2001年作品。



すでに、もう、20年たっていますが… 近年の、現代の映画ですよ。






ジャック・ロジエ。



つい数日前… わたしは、初めて見たよ (『アデュー・フィリピーヌ』) と書きましたね。



若者ならともかく…

50すぎたヲッサン・シネフィルが、いまごろ? 初めて見たよだ?

ジャック・ロジエを。



ふざけてますよね。


お前… エセ・シネフィルやんけ! と、怒られるトコロですね。



うーむ。





わたしは、わたしに怒る!


だってそうでしょう?


ふざけた野郎だよ、まったく。

こいつさあ、…ジャック・ロジエとジャック・ドゥミの区別もつかない、ドアホですからね。



それは、酷すぎる。





これ、ネタじゃなくてマジですからね!



ホンモノのバカ。



ああ、そうさ、バカさ。



でも、そんなコトはど~でもいいじゃないか!





それでも、ま、「ヲレ、シネフィルだよ」と言い張るしかない (泣)




その証拠にね、間髪入れずにね、また見ましたよ。
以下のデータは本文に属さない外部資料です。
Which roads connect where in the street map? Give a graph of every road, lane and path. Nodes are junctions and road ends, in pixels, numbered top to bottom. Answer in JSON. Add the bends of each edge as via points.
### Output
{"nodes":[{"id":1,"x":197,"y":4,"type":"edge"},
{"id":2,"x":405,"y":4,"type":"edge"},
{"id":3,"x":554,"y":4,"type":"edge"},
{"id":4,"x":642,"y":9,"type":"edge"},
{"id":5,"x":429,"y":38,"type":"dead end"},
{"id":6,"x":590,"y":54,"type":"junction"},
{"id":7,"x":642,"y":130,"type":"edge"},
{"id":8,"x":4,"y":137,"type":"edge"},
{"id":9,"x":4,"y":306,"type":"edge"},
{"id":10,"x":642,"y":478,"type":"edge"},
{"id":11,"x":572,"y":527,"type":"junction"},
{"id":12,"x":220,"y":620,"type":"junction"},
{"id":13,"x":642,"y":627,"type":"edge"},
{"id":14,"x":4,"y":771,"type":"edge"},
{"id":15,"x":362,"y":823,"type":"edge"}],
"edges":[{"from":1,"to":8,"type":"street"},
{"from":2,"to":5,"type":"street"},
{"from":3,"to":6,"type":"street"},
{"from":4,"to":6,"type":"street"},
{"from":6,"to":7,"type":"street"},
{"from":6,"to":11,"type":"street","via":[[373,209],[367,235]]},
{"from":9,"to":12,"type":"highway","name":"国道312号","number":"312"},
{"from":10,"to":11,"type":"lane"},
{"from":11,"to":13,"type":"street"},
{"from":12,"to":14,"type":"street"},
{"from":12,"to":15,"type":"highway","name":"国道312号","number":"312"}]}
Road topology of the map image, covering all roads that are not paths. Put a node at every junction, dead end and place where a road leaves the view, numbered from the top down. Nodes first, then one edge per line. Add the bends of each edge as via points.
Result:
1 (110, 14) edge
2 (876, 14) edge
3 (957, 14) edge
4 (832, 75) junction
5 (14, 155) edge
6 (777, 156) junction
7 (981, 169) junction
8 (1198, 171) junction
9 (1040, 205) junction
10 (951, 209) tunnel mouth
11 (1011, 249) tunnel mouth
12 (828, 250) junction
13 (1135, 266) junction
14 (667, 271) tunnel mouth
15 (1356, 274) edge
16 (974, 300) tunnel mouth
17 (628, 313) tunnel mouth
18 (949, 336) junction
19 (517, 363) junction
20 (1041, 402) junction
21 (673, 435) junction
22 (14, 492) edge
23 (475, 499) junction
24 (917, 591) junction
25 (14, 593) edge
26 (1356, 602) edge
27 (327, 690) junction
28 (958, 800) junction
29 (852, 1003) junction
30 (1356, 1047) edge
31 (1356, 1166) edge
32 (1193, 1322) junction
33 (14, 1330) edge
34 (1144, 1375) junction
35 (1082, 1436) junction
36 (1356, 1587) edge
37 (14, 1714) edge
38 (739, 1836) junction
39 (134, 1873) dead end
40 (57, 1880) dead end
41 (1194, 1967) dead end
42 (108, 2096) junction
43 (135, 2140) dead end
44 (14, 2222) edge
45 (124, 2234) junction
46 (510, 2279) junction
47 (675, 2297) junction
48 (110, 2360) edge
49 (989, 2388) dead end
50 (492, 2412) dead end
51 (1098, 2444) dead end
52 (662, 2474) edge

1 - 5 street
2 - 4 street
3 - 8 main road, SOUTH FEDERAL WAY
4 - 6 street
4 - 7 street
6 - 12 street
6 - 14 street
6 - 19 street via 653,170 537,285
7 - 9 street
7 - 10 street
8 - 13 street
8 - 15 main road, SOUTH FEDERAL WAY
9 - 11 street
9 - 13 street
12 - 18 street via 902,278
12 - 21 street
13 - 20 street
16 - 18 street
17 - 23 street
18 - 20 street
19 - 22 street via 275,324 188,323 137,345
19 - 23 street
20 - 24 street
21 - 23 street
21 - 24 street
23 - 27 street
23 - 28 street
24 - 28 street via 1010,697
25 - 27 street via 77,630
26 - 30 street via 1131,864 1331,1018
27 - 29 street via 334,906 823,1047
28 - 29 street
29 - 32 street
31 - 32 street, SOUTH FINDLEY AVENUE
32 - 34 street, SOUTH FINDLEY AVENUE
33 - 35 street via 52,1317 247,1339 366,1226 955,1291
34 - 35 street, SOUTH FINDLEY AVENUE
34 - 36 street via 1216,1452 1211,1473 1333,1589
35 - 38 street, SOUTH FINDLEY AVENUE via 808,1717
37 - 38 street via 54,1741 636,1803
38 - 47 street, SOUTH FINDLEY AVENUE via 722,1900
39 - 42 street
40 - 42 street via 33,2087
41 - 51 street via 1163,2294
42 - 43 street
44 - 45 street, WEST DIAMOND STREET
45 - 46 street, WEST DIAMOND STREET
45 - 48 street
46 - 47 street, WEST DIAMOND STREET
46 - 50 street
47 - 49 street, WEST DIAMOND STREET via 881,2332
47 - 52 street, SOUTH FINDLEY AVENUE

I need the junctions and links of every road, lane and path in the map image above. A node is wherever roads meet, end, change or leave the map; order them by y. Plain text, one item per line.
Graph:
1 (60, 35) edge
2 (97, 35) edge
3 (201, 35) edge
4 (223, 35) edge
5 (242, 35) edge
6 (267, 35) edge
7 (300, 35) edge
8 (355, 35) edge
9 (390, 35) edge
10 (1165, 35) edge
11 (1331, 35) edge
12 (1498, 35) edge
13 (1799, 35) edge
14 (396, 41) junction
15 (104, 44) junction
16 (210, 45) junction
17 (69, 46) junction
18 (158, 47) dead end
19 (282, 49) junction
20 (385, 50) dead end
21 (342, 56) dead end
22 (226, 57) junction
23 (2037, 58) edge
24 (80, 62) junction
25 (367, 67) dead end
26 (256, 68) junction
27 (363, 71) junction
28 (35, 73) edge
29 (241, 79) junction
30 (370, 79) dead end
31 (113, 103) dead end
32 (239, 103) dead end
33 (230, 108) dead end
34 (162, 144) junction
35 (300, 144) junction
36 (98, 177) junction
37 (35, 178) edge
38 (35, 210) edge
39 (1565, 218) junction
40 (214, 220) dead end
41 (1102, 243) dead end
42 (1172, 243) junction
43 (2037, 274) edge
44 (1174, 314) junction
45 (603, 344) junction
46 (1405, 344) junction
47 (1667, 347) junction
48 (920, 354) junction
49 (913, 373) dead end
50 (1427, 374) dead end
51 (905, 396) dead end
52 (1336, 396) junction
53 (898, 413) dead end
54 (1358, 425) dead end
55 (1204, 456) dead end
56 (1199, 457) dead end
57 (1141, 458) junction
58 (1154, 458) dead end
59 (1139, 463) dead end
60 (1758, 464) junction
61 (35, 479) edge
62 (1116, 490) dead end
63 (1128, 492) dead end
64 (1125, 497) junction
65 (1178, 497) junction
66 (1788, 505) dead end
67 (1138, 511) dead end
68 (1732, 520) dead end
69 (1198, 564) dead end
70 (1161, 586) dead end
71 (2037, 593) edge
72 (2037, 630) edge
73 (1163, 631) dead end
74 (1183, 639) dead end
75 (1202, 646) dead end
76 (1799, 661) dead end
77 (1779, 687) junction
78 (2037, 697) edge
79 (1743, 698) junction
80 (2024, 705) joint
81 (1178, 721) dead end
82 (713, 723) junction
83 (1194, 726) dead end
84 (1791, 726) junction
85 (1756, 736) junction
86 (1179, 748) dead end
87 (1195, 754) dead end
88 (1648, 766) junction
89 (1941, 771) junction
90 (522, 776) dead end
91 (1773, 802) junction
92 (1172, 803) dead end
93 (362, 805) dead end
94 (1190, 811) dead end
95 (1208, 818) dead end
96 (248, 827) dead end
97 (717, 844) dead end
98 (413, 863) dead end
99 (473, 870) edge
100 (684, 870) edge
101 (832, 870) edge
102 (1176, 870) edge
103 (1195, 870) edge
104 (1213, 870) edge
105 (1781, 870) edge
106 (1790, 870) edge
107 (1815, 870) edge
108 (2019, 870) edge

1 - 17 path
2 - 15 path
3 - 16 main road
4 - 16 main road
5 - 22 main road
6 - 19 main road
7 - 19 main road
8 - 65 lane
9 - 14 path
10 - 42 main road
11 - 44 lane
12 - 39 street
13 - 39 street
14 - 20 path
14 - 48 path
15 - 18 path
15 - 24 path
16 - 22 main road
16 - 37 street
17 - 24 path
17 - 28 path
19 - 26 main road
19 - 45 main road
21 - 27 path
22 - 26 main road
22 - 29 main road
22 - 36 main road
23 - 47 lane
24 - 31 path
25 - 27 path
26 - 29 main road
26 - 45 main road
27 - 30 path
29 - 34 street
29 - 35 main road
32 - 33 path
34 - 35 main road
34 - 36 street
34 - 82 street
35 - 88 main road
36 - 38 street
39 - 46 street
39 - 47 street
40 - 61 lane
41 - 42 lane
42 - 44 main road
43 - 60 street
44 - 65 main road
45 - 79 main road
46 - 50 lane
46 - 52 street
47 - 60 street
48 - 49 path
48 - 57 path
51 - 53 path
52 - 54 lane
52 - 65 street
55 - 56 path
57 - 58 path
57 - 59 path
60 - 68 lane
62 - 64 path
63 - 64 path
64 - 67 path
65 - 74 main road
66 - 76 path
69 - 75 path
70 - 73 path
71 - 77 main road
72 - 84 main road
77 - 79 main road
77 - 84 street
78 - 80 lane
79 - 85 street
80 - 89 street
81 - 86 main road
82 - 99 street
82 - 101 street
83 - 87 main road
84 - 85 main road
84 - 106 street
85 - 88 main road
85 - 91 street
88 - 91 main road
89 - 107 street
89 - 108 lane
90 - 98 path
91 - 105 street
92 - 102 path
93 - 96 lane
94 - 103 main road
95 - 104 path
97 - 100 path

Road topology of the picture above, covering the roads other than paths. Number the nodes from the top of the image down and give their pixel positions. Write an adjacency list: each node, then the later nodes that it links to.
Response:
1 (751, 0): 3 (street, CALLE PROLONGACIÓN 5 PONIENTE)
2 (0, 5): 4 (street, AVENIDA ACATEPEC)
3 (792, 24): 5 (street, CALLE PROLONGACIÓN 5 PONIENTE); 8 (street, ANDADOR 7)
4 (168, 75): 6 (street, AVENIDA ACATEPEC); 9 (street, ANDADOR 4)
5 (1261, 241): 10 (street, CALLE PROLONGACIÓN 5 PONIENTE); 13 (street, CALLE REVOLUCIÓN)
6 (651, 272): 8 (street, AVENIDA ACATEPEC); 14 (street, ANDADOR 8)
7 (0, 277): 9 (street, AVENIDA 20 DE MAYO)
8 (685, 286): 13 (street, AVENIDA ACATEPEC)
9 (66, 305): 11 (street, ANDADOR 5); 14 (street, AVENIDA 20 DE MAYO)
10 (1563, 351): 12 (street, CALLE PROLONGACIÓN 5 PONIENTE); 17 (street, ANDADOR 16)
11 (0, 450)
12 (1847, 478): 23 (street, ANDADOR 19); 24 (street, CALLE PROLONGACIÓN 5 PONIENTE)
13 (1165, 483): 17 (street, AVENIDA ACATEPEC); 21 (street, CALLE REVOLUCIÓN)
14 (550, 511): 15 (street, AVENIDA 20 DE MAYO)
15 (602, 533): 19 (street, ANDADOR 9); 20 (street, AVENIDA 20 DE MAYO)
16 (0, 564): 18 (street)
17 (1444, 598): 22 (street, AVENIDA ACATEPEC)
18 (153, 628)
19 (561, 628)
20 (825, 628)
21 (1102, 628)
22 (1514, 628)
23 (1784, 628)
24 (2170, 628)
ジャック・ロジエ。














『フィフィ・マルタンガル』。




大胆かつ、完全にふざけた作劇と展開が素晴らしいですよ。



ジョン・カサヴェテス『ビッグ・トラブル』かと思いました。



『ビッグ・トラブル』は…

真面目な主人公の横に… ふざけた野郎・ピーター・フォークを配してね、コメディだけど基本シリアスでもある、とゆう作劇でしたがあ。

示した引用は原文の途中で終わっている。